(Collected data entries)
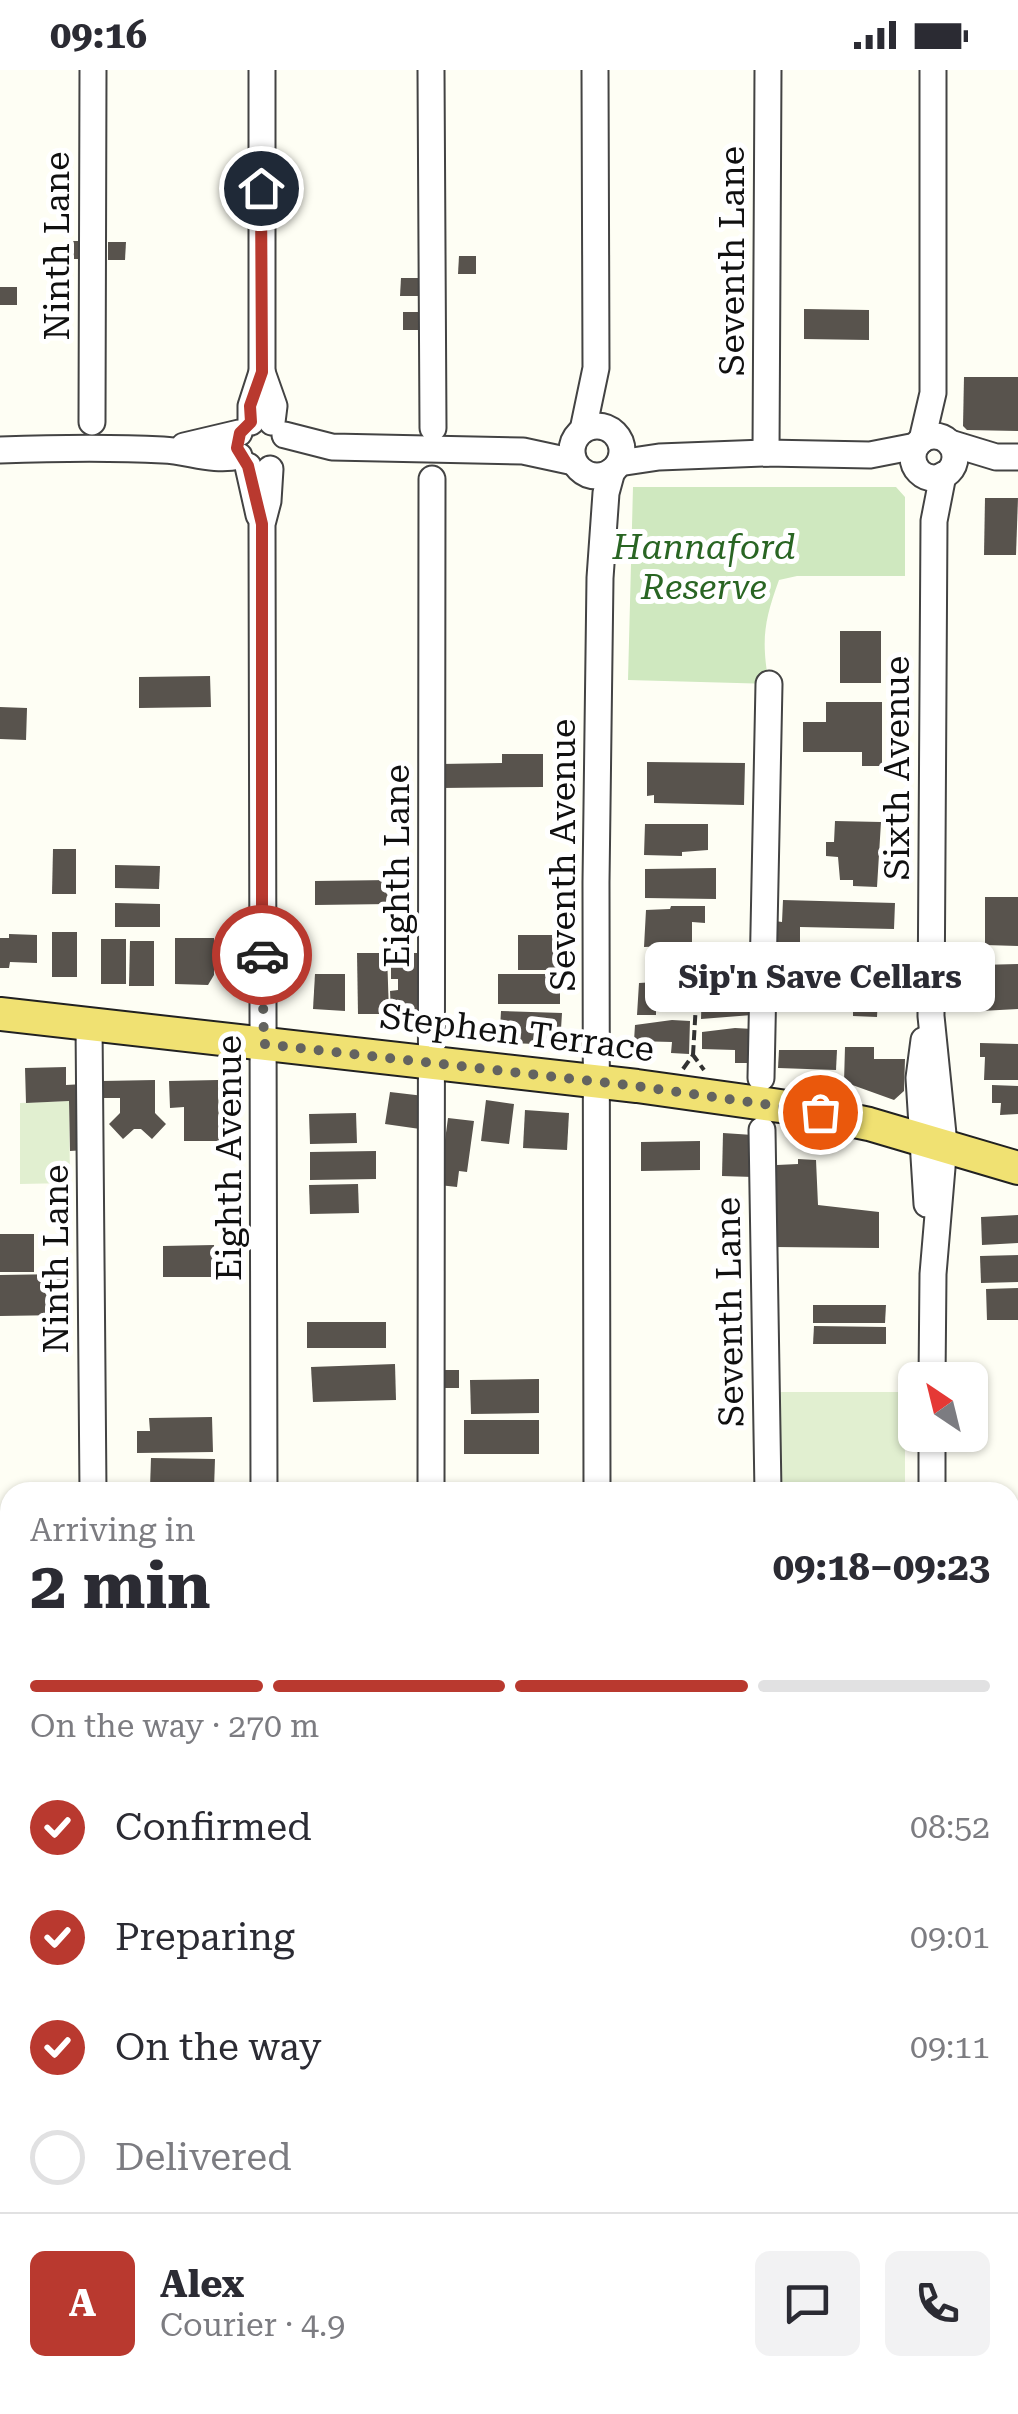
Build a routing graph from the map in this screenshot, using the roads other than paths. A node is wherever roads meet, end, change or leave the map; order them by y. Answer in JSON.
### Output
{"nodes":[{"id":1,"x":93,"y":70,"type":"edge"},
{"id":2,"x":262,"y":70,"type":"edge"},
{"id":3,"x":431,"y":70,"type":"edge"},
{"id":4,"x":595,"y":70,"type":"edge"},
{"id":5,"x":768,"y":70,"type":"edge"},
{"id":6,"x":932,"y":70,"type":"edge"},
{"id":7,"x":596,"y":368,"type":"junction"},
{"id":8,"x":92,"y":422,"type":"dead end"},
{"id":9,"x":433,"y":428,"type":"dead end"},
{"id":10,"x":0,"y":442,"type":"edge"},
{"id":11,"x":261,"y":446,"type":"junction"},
{"id":12,"x":43,"y":448,"type":"junction"},
{"id":13,"x":0,"y":450,"type":"edge"},
{"id":14,"x":578,"y":450,"type":"junction"},
{"id":15,"x":615,"y":451,"type":"junction"},
{"id":16,"x":766,"y":453,"type":"junction"},
{"id":17,"x":933,"y":457,"type":"junction"},
{"id":18,"x":1007,"y":457,"type":"edge"},
{"id":19,"x":432,"y":479,"type":"dead end"},
{"id":20,"x":600,"y":578,"type":"junction"},
{"id":21,"x":769,"y":684,"type":"dead end"},
{"id":22,"x":0,"y":1014,"type":"edge"},
{"id":23,"x":89,"y":1024,"type":"junction"},
{"id":24,"x":264,"y":1044,"type":"junction"},
{"id":25,"x":431,"y":1064,"type":"junction"},
{"id":26,"x":762,"y":1078,"type":"dead end"},
{"id":27,"x":597,"y":1083,"type":"junction"},
{"id":28,"x":762,"y":1130,"type":"dead end"},
{"id":29,"x":933,"y":1141,"type":"junction"},
{"id":30,"x":1018,"y":1168,"type":"edge"},
{"id":31,"x":932,"y":1362,"type":"edge"},
{"id":32,"x":932,"y":1452,"type":"edge"},
{"id":33,"x":92,"y":1482,"type":"edge"},
{"id":34,"x":264,"y":1482,"type":"edge"},
{"id":35,"x":431,"y":1482,"type":"edge"},
{"id":36,"x":596,"y":1482,"type":"edge"},
{"id":37,"x":768,"y":1482,"type":"edge"},
{"id":38,"x":932,"y":1482,"type":"edge"}],
"edges":[{"from":1,"to":8,"type":"street","name":"Ninth Lane"},
{"from":2,"to":11,"type":"street","name":"Eighth Avenue"},
{"from":3,"to":9,"type":"street"},
{"from":4,"to":7,"type":"street","name":"Seventh Avenue"},
{"from":5,"to":16,"type":"street","name":"Seventh Lane"},
{"from":6,"to":17,"type":"street","name":"Sixth Avenue"},
{"from":7,"to":14,"type":"street","name":"Seventh Avenue"},
{"from":7,"to":15,"type":"street","name":"Seventh Avenue"},
{"from":10,"to":12,"type":"street"},
{"from":11,"to":12,"type":"street"},
{"from":11,"to":14,"type":"street"},
{"from":11,"to":24,"type":"street","name":"Eighth Avenue"},
{"from":12,"to":13,"type":"street"},
{"from":14,"to":15,"type":"street"},
{"from":14,"to":15,"type":"street"},
{"from":14,"to":20,"type":"street","name":"Seventh Avenue"},
{"from":15,"to":16,"type":"street"},
{"from":15,"to":20,"type":"street","name":"Seventh Avenue"},
{"from":16,"to":17,"type":"street"},
{"from":17,"to":18,"type":"street"},
{"from":17,"to":29,"type":"street","name":"Sixth Avenue"},
{"from":19,"to":25,"type":"street","name":"Eighth Lane"},
{"from":20,"to":27,"type":"street","name":"Seventh Avenue"},
{"from":21,"to":26,"type":"street"},
{"from":22,"to":23,"type":"main road","name":"Stephen Terrace"},
{"from":23,"to":24,"type":"main road","name":"Stephen Terrace"},
{"from":23,"to":33,"type":"street","name":"Ninth Lane"},
{"from":24,"to":25,"type":"main road","name":"Stephen Terrace"},
{"from":24,"to":34,"type":"street","name":"Eighth Avenue"},
{"from":25,"to":27,"type":"main road","name":"Stephen Terrace"},
{"from":25,"to":35,"type":"street","name":"Eighth Lane"},
{"from":27,"to":29,"type":"main road","name":"Stephen Terrace"},
{"from":27,"to":36,"type":"street","name":"Seventh Avenue"},
{"from":28,"to":37,"type":"street","name":"Seventh Lane"},
{"from":29,"to":30,"type":"main road","name":"Stephen Terrace"},
{"from":29,"to":31,"type":"street","name":"Sixth Avenue"},
{"from":32,"to":38,"type":"street"}]}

* **What to work on**
Reproduce the data above without a single change, please, but without its pictures.

* **Response to the task**
Build a routing graph from the map in this screenshot, using the roads other than paths. A node is wherever roads meet, end, change or leave the map; order them by y. Answer in JSON.
### Output
{"nodes":[{"id":1,"x":93,"y":70,"type":"edge"},
{"id":2,"x":262,"y":70,"type":"edge"},
{"id":3,"x":431,"y":70,"type":"edge"},
{"id":4,"x":595,"y":70,"type":"edge"},
{"id":5,"x":768,"y":70,"type":"edge"},
{"id":6,"x":932,"y":70,"type":"edge"},
{"id":7,"x":596,"y":368,"type":"junction"},
{"id":8,"x":92,"y":422,"type":"dead end"},
{"id":9,"x":433,"y":428,"type":"dead end"},
{"id":10,"x":0,"y":442,"type":"edge"},
{"id":11,"x":261,"y":446,"type":"junction"},
{"id":12,"x":43,"y":448,"type":"junction"},
{"id":13,"x":0,"y":450,"type":"edge"},
{"id":14,"x":578,"y":450,"type":"junction"},
{"id":15,"x":615,"y":451,"type":"junction"},
{"id":16,"x":766,"y":453,"type":"junction"},
{"id":17,"x":933,"y":457,"type":"junction"},
{"id":18,"x":1007,"y":457,"type":"edge"},
{"id":19,"x":432,"y":479,"type":"dead end"},
{"id":20,"x":600,"y":578,"type":"junction"},
{"id":21,"x":769,"y":684,"type":"dead end"},
{"id":22,"x":0,"y":1014,"type":"edge"},
{"id":23,"x":89,"y":1024,"type":"junction"},
{"id":24,"x":264,"y":1044,"type":"junction"},
{"id":25,"x":431,"y":1064,"type":"junction"},
{"id":26,"x":762,"y":1078,"type":"dead end"},
{"id":27,"x":597,"y":1083,"type":"junction"},
{"id":28,"x":762,"y":1130,"type":"dead end"},
{"id":29,"x":933,"y":1141,"type":"junction"},
{"id":30,"x":1018,"y":1168,"type":"edge"},
{"id":31,"x":932,"y":1362,"type":"edge"},
{"id":32,"x":932,"y":1452,"type":"edge"},
{"id":33,"x":92,"y":1482,"type":"edge"},
{"id":34,"x":264,"y":1482,"type":"edge"},
{"id":35,"x":431,"y":1482,"type":"edge"},
{"id":36,"x":596,"y":1482,"type":"edge"},
{"id":37,"x":768,"y":1482,"type":"edge"},
{"id":38,"x":932,"y":1482,"type":"edge"}],
"edges":[{"from":1,"to":8,"type":"street","name":"Ninth Lane"},
{"from":2,"to":11,"type":"street","name":"Eighth Avenue"},
{"from":3,"to":9,"type":"street"},
{"from":4,"to":7,"type":"street","name":"Seventh Avenue"},
{"from":5,"to":16,"type":"street","name":"Seventh Lane"},
{"from":6,"to":17,"type":"street","name":"Sixth Avenue"},
{"from":7,"to":14,"type":"street","name":"Seventh Avenue"},
{"from":7,"to":15,"type":"street","name":"Seventh Avenue"},
{"from":10,"to":12,"type":"street"},
{"from":11,"to":12,"type":"street"},
{"from":11,"to":14,"type":"street"},
{"from":11,"to":24,"type":"street","name":"Eighth Avenue"},
{"from":12,"to":13,"type":"street"},
{"from":14,"to":15,"type":"street"},
{"from":14,"to":15,"type":"street"},
{"from":14,"to":20,"type":"street","name":"Seventh Avenue"},
{"from":15,"to":16,"type":"street"},
{"from":15,"to":20,"type":"street","name":"Seventh Avenue"},
{"from":16,"to":17,"type":"street"},
{"from":17,"to":18,"type":"street"},
{"from":17,"to":29,"type":"street","name":"Sixth Avenue"},
{"from":19,"to":25,"type":"street","name":"Eighth Lane"},
{"from":20,"to":27,"type":"street","name":"Seventh Avenue"},
{"from":21,"to":26,"type":"street"},
{"from":22,"to":23,"type":"main road","name":"Stephen Terrace"},
{"from":23,"to":24,"type":"main road","name":"Stephen Terrace"},
{"from":23,"to":33,"type":"street","name":"Ninth Lane"},
{"from":24,"to":25,"type":"main road","name":"Stephen Terrace"},
{"from":24,"to":34,"type":"street","name":"Eighth Avenue"},
{"from":25,"to":27,"type":"main road","name":"Stephen Terrace"},
{"from":25,"to":35,"type":"street","name":"Eighth Lane"},
{"from":27,"to":29,"type":"main road","name":"Stephen Terrace"},
{"from":27,"to":36,"type":"street","name":"Seventh Avenue"},
{"from":28,"to":37,"type":"street","name":"Seventh Lane"},
{"from":29,"to":30,"type":"main road","name":"Stephen Terrace"},
{"from":29,"to":31,"type":"street","name":"Sixth Avenue"},
{"from":32,"to":38,"type":"street"}]}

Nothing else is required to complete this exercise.